=== Exercise prompt ===
Search the material for the string "PARKWAY", then return every line where it is found.

=== Exercise material ===

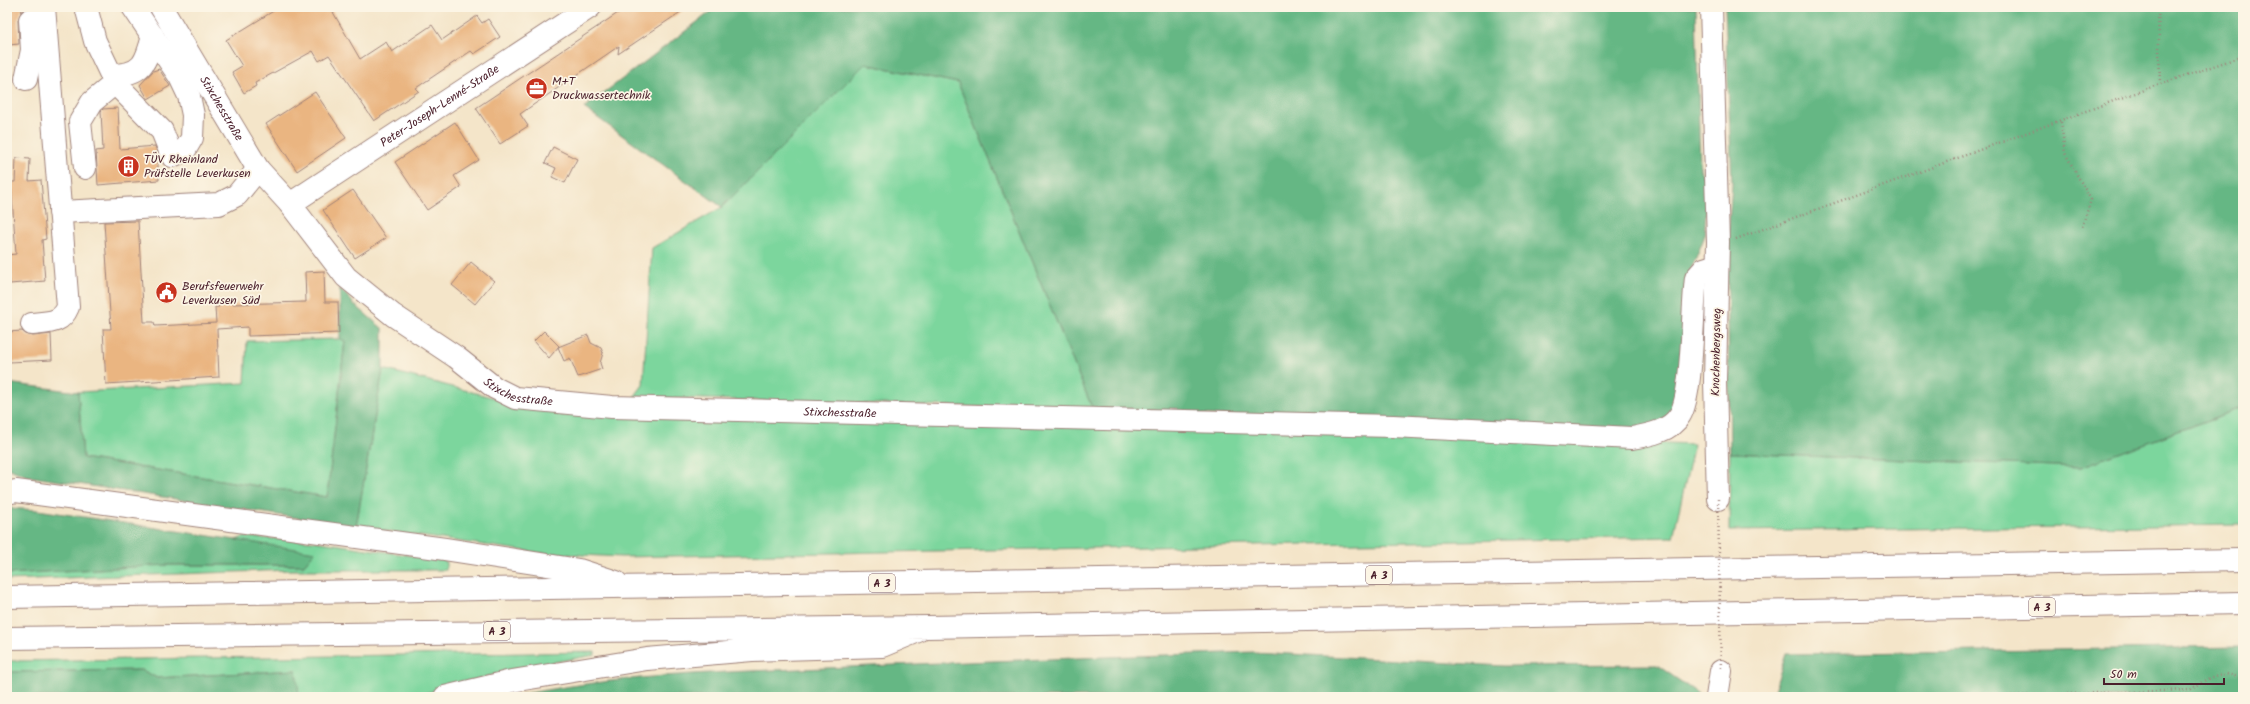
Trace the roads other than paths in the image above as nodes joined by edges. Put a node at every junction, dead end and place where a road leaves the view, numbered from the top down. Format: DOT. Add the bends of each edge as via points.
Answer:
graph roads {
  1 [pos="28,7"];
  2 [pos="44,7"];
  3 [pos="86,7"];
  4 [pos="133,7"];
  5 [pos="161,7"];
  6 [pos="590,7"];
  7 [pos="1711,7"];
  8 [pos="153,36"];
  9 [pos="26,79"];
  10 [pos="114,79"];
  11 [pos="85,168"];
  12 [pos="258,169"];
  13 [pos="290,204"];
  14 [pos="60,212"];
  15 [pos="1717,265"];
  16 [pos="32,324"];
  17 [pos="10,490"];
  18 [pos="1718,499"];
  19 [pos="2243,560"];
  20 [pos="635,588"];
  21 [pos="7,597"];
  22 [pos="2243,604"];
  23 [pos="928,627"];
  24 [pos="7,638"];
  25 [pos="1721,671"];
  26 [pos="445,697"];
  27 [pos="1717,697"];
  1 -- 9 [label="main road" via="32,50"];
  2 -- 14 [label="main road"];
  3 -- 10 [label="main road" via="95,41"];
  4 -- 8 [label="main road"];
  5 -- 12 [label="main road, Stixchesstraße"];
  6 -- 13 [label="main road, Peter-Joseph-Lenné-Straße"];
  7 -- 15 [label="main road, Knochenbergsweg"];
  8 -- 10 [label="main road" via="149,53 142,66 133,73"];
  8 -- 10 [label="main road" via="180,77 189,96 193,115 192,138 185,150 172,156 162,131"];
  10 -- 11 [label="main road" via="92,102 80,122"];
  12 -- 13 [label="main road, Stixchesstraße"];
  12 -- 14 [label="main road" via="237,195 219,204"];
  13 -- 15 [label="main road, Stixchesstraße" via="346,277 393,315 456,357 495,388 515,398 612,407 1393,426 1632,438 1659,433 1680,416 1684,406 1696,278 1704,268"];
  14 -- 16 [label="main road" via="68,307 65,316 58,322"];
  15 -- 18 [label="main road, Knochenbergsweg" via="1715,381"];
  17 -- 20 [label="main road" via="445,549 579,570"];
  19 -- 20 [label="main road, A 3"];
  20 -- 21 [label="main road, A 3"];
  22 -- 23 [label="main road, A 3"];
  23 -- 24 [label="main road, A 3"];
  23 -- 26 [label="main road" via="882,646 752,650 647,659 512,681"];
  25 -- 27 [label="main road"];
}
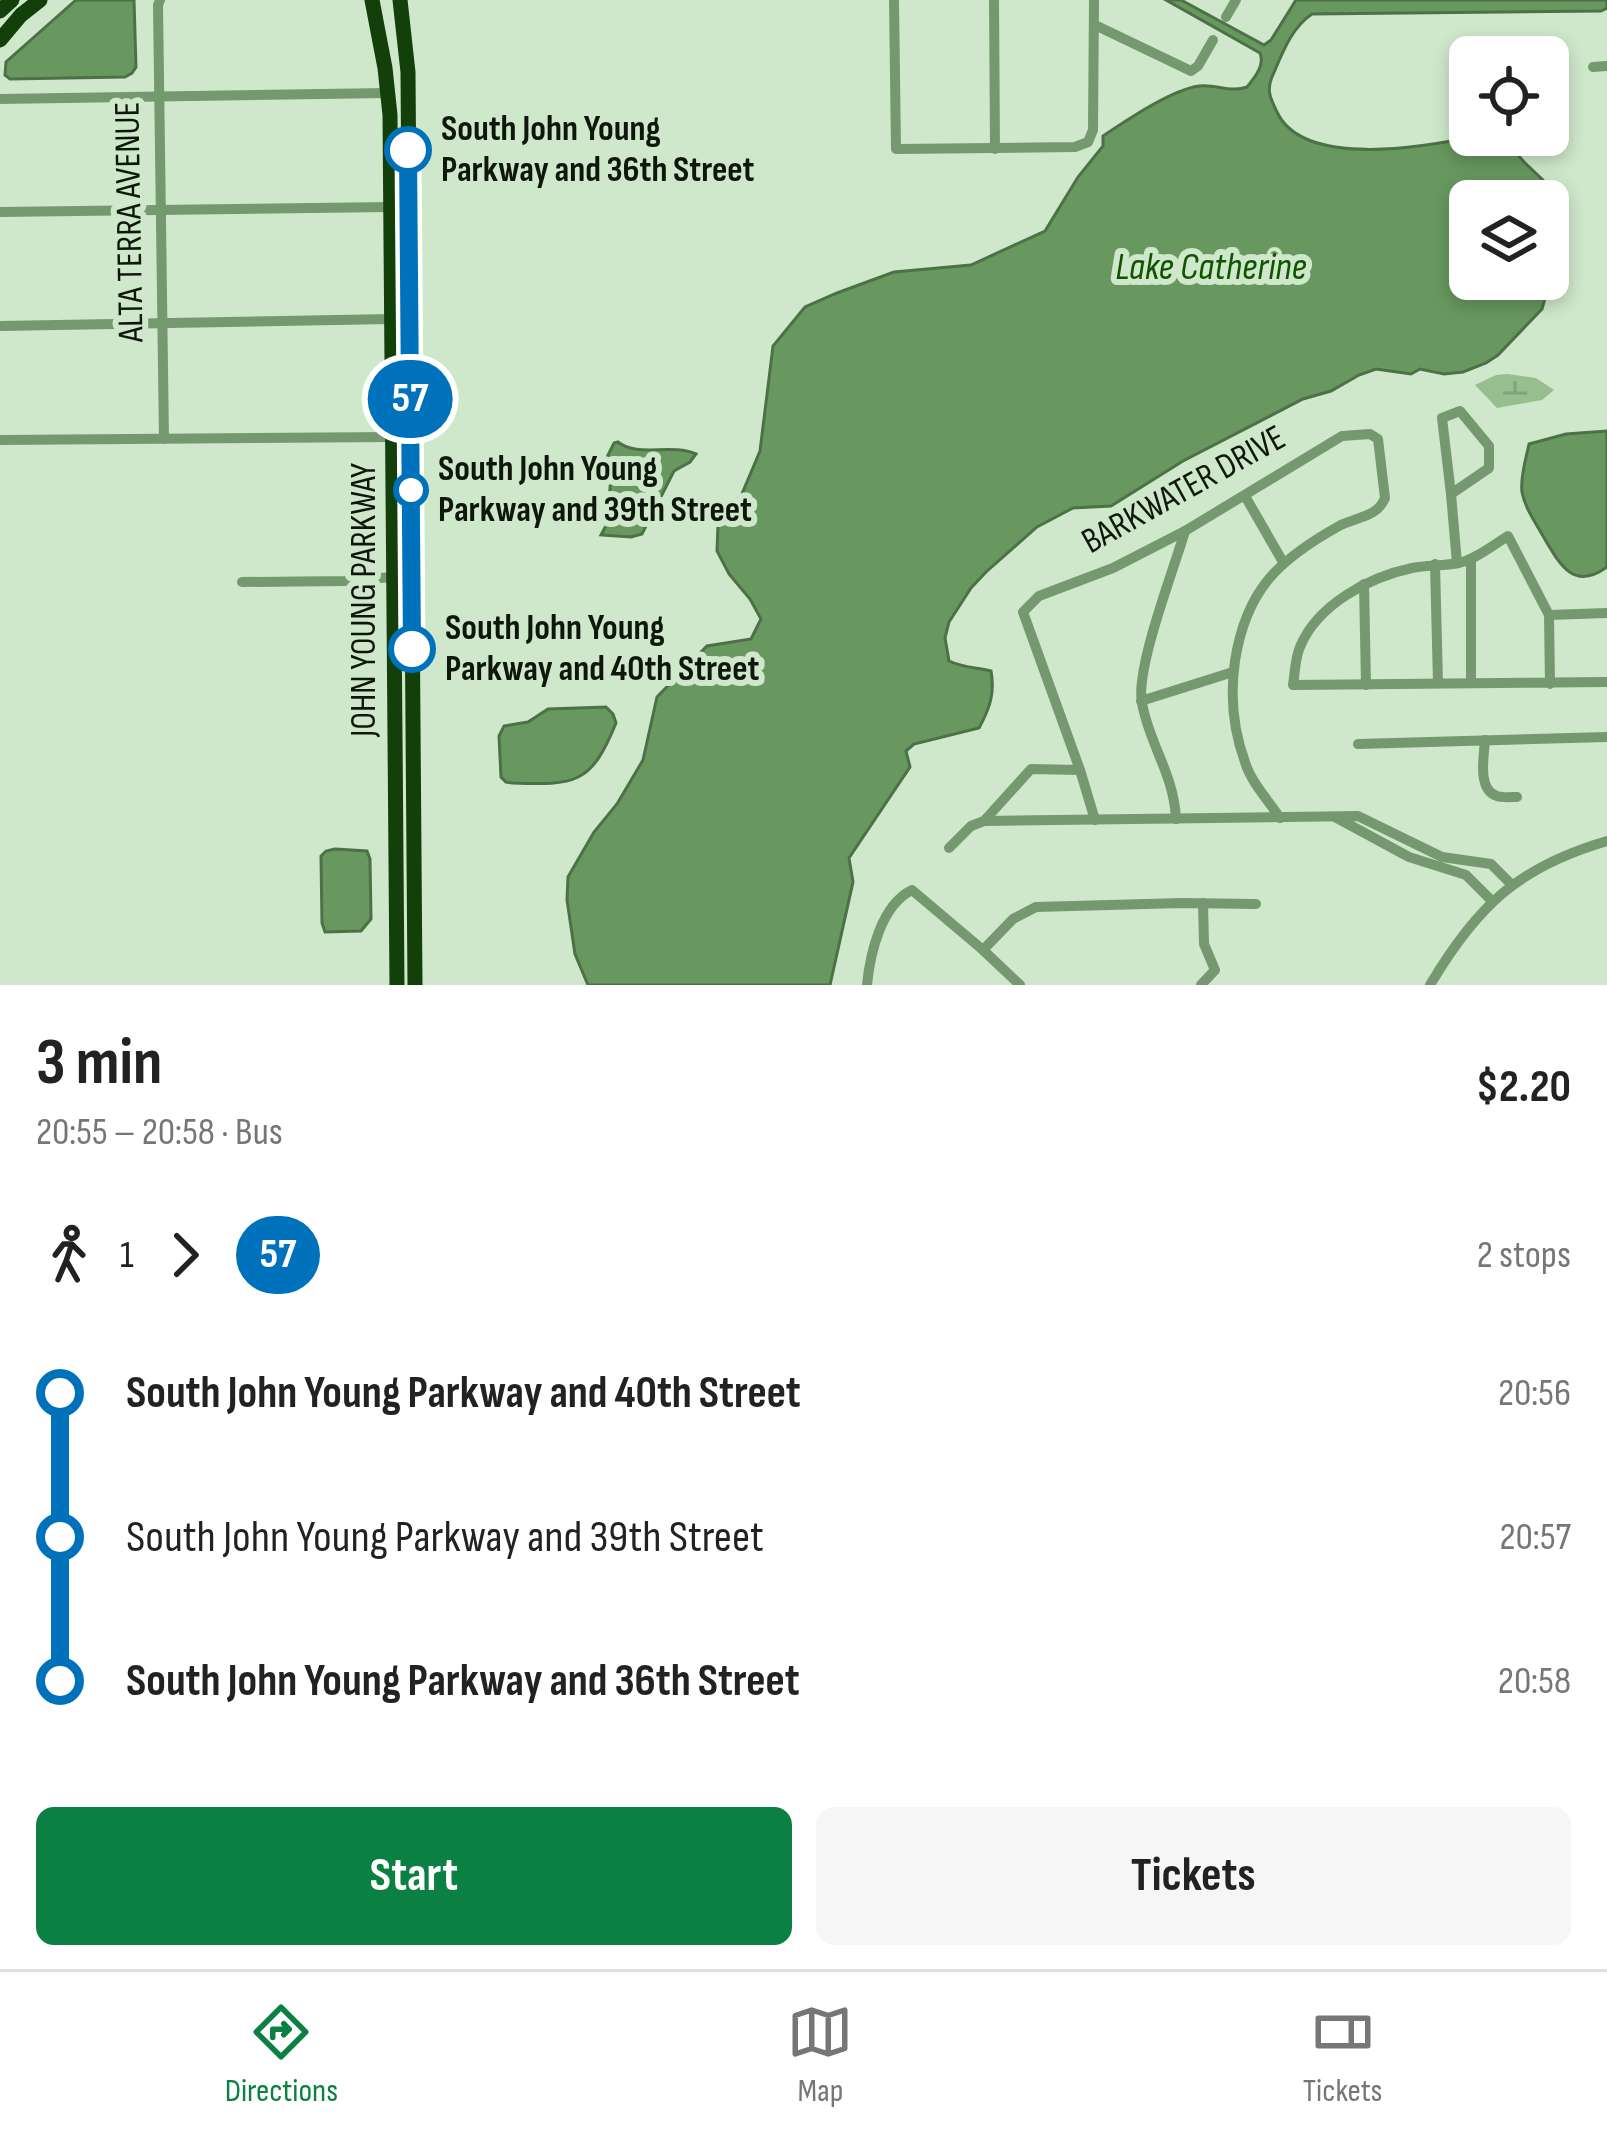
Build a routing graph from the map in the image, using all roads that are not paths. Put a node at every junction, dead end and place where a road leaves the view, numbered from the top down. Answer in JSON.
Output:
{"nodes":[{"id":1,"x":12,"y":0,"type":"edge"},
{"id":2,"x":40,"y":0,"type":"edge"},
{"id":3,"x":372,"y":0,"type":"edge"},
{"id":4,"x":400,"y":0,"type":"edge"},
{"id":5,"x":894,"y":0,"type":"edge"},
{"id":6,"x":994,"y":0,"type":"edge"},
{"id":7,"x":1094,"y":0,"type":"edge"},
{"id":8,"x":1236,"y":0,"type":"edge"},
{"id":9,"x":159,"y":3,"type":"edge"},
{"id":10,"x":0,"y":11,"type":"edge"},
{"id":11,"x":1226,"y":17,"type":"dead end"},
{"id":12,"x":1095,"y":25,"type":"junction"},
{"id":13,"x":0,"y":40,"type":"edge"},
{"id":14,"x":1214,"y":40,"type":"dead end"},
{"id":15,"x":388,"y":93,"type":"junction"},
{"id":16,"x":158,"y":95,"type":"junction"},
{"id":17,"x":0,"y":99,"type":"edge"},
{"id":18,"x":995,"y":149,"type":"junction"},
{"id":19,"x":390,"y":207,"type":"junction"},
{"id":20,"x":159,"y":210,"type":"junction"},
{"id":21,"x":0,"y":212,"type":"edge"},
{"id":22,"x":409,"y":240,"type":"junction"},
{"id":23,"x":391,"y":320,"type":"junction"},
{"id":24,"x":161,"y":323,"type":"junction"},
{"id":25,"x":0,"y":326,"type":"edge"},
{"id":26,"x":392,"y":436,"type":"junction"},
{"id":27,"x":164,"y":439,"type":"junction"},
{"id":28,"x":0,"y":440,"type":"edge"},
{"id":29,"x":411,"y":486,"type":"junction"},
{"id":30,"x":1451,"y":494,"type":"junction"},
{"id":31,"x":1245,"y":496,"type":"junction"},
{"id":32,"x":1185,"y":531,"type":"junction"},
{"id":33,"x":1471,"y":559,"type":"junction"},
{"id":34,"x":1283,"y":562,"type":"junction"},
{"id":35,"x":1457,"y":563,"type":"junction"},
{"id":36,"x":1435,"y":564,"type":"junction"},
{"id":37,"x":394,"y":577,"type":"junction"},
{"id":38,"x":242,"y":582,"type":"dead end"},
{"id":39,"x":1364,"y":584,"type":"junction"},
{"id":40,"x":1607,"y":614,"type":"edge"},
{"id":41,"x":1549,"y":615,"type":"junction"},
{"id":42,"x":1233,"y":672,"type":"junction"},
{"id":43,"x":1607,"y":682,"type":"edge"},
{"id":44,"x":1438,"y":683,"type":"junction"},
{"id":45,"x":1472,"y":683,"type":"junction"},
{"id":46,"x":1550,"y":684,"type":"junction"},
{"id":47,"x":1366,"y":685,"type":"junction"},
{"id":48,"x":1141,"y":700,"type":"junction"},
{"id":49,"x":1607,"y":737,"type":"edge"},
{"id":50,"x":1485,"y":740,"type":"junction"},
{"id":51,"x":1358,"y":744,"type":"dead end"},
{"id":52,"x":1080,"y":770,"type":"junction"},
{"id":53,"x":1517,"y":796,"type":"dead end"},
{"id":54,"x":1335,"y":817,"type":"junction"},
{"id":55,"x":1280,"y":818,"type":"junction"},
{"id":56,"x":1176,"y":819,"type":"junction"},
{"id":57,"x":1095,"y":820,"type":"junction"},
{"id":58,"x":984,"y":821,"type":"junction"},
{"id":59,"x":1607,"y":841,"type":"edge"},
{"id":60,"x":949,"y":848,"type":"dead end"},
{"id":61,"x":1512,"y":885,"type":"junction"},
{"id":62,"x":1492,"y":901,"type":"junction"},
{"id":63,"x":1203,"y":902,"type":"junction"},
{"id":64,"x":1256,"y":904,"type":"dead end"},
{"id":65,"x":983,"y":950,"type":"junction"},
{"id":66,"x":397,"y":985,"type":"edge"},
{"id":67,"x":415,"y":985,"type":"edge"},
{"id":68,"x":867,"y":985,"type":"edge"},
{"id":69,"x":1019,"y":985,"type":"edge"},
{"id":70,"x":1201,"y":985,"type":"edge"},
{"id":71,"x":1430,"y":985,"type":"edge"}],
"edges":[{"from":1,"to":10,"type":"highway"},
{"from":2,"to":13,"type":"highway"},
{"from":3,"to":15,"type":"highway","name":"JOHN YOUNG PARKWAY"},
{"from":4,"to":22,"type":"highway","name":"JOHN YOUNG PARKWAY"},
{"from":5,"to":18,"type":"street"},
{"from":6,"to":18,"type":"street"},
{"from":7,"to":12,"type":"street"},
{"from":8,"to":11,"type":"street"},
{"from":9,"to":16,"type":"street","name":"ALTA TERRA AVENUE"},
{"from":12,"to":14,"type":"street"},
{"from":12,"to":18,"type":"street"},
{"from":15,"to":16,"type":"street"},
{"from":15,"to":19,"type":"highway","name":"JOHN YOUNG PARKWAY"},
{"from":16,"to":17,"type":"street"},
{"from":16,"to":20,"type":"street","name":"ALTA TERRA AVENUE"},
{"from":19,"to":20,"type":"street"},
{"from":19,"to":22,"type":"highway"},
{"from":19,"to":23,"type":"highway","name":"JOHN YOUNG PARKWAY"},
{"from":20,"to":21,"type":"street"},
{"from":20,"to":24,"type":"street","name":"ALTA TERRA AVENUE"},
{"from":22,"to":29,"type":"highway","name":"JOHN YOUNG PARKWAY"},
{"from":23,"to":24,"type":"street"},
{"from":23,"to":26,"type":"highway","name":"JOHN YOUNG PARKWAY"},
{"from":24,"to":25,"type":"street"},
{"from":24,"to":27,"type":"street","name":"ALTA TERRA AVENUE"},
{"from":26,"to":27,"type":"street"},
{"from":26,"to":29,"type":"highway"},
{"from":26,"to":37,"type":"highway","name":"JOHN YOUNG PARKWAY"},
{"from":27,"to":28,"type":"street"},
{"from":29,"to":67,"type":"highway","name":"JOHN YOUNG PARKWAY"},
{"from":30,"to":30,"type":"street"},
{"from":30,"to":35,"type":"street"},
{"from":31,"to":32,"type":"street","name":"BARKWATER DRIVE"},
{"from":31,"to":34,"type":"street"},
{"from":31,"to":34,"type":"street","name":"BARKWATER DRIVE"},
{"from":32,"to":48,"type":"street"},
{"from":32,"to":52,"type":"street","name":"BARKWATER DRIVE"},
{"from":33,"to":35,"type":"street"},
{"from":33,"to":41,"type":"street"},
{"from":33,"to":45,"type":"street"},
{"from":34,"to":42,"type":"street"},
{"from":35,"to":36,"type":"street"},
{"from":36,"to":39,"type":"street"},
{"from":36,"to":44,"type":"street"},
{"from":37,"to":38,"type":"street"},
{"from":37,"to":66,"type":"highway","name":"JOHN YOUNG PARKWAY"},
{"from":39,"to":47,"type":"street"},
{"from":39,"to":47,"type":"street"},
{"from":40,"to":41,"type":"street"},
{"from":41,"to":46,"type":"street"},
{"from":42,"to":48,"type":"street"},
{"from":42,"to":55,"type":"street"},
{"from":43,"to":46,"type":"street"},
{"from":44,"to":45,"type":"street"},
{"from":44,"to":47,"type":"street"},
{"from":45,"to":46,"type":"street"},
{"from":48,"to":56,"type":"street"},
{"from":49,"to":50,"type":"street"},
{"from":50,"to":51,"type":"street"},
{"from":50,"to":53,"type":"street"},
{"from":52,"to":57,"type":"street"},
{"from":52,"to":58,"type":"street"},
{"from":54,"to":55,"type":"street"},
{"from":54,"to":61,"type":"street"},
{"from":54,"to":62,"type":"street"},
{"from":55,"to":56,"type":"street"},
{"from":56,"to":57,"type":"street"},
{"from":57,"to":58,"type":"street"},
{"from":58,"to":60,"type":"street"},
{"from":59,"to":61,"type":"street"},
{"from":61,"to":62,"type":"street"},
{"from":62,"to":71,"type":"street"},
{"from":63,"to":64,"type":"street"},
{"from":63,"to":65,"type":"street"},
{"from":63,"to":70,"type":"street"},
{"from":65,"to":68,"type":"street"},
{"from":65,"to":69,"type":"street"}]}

=== Your response ===
{"from":3,"to":15,"type":"highway","name":"JOHN YOUNG PARKWAY"},
{"from":4,"to":22,"type":"highway","name":"JOHN YOUNG PARKWAY"},
{"from":15,"to":19,"type":"highway","name":"JOHN YOUNG PARKWAY"},
{"from":19,"to":23,"type":"highway","name":"JOHN YOUNG PARKWAY"},
{"from":22,"to":29,"type":"highway","name":"JOHN YOUNG PARKWAY"},
{"from":23,"to":26,"type":"highway","name":"JOHN YOUNG PARKWAY"},
{"from":26,"to":37,"type":"highway","name":"JOHN YOUNG PARKWAY"},
{"from":29,"to":67,"type":"highway","name":"JOHN YOUNG PARKWAY"},
{"from":37,"to":66,"type":"highway","name":"JOHN YOUNG PARKWAY"},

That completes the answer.